I think it is called Adhesion.

 

Surface Tension

There is a force of attraction between molecules in liquids, and liquids can flow until they take on the shape that maximizes this force of attraction. Below the surface of the liquid, the force of cohesion (literally, "sticking together") between molecules is the same in all directions, as shown in the figure below. Molecules on the surface of the liquid, however, feel a net force of attraction that pulls them back into the body of the liquid. As a result, the liquid tries to take on the shape that has the smallest possible surface area http://chemed.chem.purdue.edu/genchem/topicreview/bp/ch14/em.gif the shape of a sphere. The magnitude of the force that controls the shape of the liquid is called the surface tension. The stronger the bonds between the molecules in the liquid, the larger the surface tension.

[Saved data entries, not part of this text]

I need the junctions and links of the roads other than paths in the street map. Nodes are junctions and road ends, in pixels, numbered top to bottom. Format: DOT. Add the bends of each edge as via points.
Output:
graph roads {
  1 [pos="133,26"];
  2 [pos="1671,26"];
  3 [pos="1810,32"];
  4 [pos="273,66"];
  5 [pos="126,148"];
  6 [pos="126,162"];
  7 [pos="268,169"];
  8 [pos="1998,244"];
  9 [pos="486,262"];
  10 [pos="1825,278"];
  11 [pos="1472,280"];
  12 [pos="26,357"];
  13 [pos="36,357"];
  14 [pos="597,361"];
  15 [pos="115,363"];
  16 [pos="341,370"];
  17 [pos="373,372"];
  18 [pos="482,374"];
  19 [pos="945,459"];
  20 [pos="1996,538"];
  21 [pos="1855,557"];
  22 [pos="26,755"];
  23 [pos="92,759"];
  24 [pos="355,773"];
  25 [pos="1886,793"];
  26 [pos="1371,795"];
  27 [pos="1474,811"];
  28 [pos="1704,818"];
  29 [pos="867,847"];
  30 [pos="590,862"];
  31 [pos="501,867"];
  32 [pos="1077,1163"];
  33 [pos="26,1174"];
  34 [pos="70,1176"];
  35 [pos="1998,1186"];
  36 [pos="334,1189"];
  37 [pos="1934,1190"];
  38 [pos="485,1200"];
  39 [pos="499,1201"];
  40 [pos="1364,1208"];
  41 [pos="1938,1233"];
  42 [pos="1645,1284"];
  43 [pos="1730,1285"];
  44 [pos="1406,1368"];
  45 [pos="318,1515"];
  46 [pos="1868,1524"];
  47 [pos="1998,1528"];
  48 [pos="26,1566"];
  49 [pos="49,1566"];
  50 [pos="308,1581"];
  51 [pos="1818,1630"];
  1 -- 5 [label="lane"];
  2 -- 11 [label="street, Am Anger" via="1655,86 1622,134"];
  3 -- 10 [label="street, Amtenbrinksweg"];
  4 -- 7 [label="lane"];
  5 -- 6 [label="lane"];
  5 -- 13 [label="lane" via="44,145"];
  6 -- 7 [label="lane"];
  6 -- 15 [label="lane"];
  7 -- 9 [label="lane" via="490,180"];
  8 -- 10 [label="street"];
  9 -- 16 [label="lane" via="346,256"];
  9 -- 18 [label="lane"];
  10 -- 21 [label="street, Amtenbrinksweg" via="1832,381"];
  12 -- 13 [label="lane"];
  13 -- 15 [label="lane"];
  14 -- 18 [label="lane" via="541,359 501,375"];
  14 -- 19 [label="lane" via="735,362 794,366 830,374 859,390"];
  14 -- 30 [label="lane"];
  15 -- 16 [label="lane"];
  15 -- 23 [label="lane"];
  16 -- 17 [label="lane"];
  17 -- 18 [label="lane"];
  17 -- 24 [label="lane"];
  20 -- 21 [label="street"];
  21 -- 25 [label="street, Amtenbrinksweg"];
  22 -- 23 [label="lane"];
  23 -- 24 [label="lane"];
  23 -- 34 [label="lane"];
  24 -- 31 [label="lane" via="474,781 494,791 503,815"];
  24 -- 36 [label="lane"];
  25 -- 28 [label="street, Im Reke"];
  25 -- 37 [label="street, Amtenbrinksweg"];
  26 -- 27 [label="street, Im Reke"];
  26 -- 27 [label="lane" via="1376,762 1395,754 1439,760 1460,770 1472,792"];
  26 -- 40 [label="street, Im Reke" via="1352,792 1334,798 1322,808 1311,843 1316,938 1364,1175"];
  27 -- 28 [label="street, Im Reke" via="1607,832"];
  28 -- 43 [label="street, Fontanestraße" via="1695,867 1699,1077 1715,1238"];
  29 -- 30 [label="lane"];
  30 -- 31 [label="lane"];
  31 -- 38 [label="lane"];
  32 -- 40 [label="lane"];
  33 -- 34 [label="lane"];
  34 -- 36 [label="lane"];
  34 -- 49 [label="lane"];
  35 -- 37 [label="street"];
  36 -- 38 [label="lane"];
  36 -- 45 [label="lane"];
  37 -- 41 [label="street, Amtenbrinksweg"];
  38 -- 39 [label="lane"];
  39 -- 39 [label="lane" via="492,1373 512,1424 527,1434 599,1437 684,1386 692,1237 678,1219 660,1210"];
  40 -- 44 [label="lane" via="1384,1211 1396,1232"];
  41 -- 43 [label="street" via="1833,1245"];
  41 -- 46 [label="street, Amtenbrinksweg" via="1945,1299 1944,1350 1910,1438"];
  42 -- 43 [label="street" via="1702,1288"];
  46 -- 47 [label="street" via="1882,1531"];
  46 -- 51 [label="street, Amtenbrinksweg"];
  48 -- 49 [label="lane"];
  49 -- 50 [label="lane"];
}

http://chemed.chem.purdue.edu/genchem/topicreview/bp/ch14/graphics/14_9fig.gif

There is also a force of adhesion (literally, "sticking") between a liquid and the walls of the container. When the force of adhesion is more than half as large as the force of cohesion between the liquid molecules, the liquid is said to "wet" the solid. A good example of this phenomenon is the wetting of paper by water. The force of adhesion between paper and water combined with the force of cohesion between water molecules explains why sheets of wet paper stick together.

Water wets glass because of the force of adhesion that results from interactions between the positive ends of the polar water molecules and the negatively charged oxygen atoms in glass. As a result, water forms a meniscus that curves upward in a small-diameter glass tube, as shown in the figure below. (The term meniscus comes from the Greek word for "moon" and is used to describe anything that has a crescent shape.) The meniscus that water forms in a buret results from a balance between the force of adhesion pulling up on the column of water to wet the walls of the glass tube and the force of gravity pulling down on the liquid.

http://chemed.chem.purdue.edu/genchem/topicreview/bp/ch14/graphics/14_10fig.gif Water climbs the walls of a small-diameter tube to form a meniscus that curves upward, whereas mercury forms a meniscus that curves downward.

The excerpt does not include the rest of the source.